The bot is inserting archivedates into pages even when the url is still live: Ah Louis, Agnosticism. It also is not checking to see what dateformat is already used for accessdates. --JimWae (talk) 20:34, 23 March 2012 (UTC)

In regards to your first comment: The bot has a tough time checking the status of urls, just because some websites automatically serve a "Dead" response to the bot when the bot uses a different HTTP User-agent. Basically, when the bot requests the status of the URL, it tells the server that it is a bot. Some servers always return 404 to bots, to prevent automatic downloading of their content, even though the page is still very much alive.
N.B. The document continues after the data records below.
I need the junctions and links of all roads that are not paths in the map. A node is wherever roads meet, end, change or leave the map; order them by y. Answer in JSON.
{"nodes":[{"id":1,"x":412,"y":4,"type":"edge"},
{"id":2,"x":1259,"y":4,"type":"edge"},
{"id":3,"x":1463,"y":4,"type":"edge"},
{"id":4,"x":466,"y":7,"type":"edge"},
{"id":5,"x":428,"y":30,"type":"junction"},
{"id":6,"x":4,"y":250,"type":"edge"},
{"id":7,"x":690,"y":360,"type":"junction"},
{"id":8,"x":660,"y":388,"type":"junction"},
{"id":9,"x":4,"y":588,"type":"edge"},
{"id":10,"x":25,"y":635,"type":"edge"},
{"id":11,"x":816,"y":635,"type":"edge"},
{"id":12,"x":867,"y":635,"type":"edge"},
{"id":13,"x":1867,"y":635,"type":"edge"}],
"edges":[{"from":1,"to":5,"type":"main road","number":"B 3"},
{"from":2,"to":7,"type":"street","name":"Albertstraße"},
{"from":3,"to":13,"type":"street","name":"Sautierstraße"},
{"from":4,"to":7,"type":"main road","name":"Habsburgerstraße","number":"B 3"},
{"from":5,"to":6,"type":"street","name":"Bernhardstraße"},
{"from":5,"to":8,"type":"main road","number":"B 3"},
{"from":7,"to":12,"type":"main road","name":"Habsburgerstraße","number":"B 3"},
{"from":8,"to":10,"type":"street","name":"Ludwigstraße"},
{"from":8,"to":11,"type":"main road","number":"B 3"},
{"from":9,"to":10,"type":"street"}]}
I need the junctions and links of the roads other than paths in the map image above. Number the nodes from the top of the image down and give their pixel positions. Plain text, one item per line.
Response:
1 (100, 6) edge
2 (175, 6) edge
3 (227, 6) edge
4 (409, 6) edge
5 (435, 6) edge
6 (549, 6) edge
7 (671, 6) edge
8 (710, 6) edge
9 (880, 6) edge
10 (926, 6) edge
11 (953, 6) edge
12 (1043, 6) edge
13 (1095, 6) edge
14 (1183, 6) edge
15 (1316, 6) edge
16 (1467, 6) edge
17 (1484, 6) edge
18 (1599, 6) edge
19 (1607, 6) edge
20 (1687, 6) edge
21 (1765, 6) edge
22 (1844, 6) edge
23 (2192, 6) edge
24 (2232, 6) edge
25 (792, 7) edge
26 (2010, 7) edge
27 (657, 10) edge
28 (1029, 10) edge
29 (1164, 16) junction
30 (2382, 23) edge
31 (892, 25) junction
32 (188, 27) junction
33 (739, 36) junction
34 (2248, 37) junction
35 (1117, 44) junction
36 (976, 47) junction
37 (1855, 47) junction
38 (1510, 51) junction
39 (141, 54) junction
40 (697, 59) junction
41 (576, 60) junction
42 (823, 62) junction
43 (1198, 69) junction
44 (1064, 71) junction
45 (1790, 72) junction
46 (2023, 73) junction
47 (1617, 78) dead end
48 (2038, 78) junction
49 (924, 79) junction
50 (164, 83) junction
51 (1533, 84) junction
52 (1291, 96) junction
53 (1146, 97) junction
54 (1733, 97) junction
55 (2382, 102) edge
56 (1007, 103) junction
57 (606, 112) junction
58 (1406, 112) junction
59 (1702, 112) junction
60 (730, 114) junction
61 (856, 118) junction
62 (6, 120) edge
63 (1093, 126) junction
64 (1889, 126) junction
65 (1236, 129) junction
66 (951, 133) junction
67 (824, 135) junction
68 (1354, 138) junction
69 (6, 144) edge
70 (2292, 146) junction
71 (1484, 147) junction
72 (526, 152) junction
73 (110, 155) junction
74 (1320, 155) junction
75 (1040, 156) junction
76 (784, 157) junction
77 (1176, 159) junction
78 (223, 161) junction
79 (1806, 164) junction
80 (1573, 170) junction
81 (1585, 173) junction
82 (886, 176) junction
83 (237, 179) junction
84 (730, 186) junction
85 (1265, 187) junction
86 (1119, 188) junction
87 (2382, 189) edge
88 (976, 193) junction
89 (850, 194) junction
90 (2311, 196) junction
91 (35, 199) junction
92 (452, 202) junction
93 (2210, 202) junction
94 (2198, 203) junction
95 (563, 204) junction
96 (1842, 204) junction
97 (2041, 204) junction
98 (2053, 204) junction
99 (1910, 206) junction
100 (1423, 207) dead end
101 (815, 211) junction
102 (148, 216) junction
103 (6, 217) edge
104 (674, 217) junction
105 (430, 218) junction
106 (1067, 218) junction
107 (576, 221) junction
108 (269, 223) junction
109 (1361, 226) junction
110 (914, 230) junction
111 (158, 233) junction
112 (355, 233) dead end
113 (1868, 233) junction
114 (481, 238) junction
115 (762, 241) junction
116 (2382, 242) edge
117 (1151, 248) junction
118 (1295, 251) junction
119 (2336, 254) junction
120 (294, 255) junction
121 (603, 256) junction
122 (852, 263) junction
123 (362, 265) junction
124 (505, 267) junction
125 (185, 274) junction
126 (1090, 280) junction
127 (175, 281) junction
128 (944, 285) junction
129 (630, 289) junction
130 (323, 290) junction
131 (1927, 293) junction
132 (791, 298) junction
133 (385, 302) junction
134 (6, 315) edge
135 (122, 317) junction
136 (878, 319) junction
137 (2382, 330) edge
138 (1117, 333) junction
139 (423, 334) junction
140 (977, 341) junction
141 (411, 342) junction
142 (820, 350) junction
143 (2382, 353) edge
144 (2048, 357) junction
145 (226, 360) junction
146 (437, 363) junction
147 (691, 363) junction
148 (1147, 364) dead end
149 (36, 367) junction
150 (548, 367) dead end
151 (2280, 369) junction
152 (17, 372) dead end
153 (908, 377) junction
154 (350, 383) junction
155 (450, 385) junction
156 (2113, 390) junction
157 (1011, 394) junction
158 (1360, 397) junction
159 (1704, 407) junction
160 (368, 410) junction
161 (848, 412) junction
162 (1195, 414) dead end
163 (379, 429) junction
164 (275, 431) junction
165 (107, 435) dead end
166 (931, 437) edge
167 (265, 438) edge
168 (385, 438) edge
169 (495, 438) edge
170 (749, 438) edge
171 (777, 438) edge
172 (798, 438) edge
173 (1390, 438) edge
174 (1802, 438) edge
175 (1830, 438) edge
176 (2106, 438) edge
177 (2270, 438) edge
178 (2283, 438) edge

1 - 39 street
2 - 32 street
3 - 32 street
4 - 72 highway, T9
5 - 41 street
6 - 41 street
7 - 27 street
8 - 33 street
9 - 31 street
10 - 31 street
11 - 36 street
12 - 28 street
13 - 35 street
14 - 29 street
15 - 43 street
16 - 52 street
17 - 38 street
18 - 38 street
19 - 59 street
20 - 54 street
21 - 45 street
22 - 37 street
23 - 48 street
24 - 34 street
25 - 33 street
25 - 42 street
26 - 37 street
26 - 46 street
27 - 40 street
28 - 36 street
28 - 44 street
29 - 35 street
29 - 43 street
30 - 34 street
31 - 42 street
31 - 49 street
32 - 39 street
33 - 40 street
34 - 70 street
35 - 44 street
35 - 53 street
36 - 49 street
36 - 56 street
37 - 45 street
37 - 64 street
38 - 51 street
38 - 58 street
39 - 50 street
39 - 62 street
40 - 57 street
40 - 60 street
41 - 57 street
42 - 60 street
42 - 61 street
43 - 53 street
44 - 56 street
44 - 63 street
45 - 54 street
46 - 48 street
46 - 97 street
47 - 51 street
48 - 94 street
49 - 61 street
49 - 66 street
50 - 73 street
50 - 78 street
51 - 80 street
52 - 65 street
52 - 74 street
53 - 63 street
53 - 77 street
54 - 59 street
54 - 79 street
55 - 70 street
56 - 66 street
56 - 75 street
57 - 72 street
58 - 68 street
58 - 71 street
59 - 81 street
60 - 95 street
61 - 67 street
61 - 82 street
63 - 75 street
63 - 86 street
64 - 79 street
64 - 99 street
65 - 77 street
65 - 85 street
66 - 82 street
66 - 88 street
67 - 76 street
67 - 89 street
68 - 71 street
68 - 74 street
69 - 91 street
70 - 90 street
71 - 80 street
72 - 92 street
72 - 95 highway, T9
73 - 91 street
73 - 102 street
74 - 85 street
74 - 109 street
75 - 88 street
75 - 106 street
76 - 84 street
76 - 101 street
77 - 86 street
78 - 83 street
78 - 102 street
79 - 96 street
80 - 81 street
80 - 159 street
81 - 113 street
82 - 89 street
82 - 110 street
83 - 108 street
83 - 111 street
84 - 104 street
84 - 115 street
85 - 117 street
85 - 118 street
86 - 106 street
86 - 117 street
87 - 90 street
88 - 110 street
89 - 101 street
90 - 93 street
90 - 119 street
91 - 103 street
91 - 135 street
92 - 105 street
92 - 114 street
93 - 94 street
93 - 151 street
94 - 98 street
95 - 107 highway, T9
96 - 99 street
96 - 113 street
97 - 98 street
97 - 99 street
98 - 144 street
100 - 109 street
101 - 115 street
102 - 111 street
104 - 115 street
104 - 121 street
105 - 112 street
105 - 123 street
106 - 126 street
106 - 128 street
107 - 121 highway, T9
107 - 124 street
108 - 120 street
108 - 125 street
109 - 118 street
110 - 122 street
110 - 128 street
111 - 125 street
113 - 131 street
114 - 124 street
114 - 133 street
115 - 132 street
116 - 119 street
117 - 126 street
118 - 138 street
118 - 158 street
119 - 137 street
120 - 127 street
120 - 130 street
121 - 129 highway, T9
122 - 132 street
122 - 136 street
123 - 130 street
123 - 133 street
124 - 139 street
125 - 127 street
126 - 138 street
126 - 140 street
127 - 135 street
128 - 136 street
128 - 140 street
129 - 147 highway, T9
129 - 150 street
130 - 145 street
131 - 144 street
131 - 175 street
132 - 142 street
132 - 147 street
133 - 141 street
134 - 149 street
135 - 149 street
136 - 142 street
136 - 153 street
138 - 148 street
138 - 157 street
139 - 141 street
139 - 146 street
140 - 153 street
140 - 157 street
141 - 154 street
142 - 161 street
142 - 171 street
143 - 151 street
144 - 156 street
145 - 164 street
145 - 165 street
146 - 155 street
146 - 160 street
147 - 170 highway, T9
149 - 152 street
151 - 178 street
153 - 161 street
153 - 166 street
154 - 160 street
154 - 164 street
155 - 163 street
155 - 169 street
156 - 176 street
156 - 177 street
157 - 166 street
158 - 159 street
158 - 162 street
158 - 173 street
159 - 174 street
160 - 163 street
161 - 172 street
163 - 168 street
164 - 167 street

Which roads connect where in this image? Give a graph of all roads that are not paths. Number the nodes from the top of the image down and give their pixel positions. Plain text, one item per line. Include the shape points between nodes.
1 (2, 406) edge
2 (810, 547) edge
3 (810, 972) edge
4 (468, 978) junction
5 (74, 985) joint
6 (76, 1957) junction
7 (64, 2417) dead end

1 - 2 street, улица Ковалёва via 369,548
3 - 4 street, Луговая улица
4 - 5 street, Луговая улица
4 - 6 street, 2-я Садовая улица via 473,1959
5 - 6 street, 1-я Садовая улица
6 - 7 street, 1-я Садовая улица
I decided that it would be best to skip the validating of urls altogether, and assume that they are all alive. The bot preemptively adds an archive to {{Citation}} templates so that it will show up in the reference. Example
  • Google.com, retrieved June 2 1970  Check date values in: |accessdate= (help)
turns to
  • Google.com, archived from the original on June 3 1970, retrieved June 2 1970  Check date values in: |archivedate=, |accessdate= (help)
Notice that the original url is still first, because the |deadurl= parameter is set to no.
In regards to your second comment: You're right. The bot should be trying to maintain the date format of the article. I actually had this idea a bit ago, but I seem to never have implemented it. It's now on my todo list.
Thanks for the comments! Tim1357 talk 23:16, 27 March 2012 (UTC)
Could you implement a whitelist of websites that are known to block bots and not add archive links to those? --Flex (talk/contribs) 13:19, 4 June 2012 (UTC)

Comments from Hoverfish[edit]

I am not sure how this is supposed to work, but probably the same just happened in Aguas Corrientes. There are two active links linking to DOC format and the bot added the archived version in the ref template with a deadurl= no parameter. It doesn't bother this article (though it may overload longer ones) but it is adding tons of needless KBs doing this in all similar links. Hoverfish Talk 20:54, 23 March 2012 (UTC)

Does my answer to Jim's comments above satisfy you? Tim1357 talk 23:21, 27 March 2012 (UTC)

Thank you Tim, the tech part goes a bit over my head. But yes I am aware that the original links remain intact. In practical terms: I follow only some main Geography of Uruguay articles where such links to doc files in this domain are in use and so far I only got the one notice I mentioned. If I notice a large number of such double links in articles where they add too much code in articles, I will be back. Cheers. Hoverfish Talk 16:21, 28 March 2012 (UTC)

Suggestion regarding date format for the archivedate parameter[edit]

Currently the bot seems to store the archivedate parameter in the dmy format, regardless of the date preferred in the article. This does not follow the WP:MOSDATE guidelines. Maybe the bot could be amended, so it scans for either {{use dmy dates}} or {{use mdy dates}} to determine the correct date format to be used and stored. If neither template is found, then the bot could store the parameter in the 20yy-mm-dd format, which, according to the same guidelines, is acceptable in both cases. HandsomeFella (talk) 18:43, 10 June 2012 (UTC)

When it does insert the dates in mdy format (e.g. this edit), could the bot include the comma between the day and year per WP:DATEFORMAT? Thanks! GoingBatty (talk) 16:29, 2 October 2012 (UTC)

Stopped[edit]

I've stopped the bot, as the West Midland Bird Club link in this edit (since reverted) was - and is - working, with no bogus response to bots (I'm the webmaster of that site). Andy Mabbett (Pigsonthewing); Talk to Andy; Andy's edits 16:27, 15 November 2012 (UTC)

Pigsonthewing, note the parameter "deadurl= no". DASHBot never claimed your website was offline. – sgeureka tc 15:01, 16 November 2012 (UTC)

Internet Archive and HTTPS[edit]

When adding a Wayback Machine link to archiveurl=, could you please use https://, since the Internet Archive has recently turned on HTTPS support and encourages people to use it. Thanks. --bender235 (talk) 21:15, 10 November 2013 (UTC)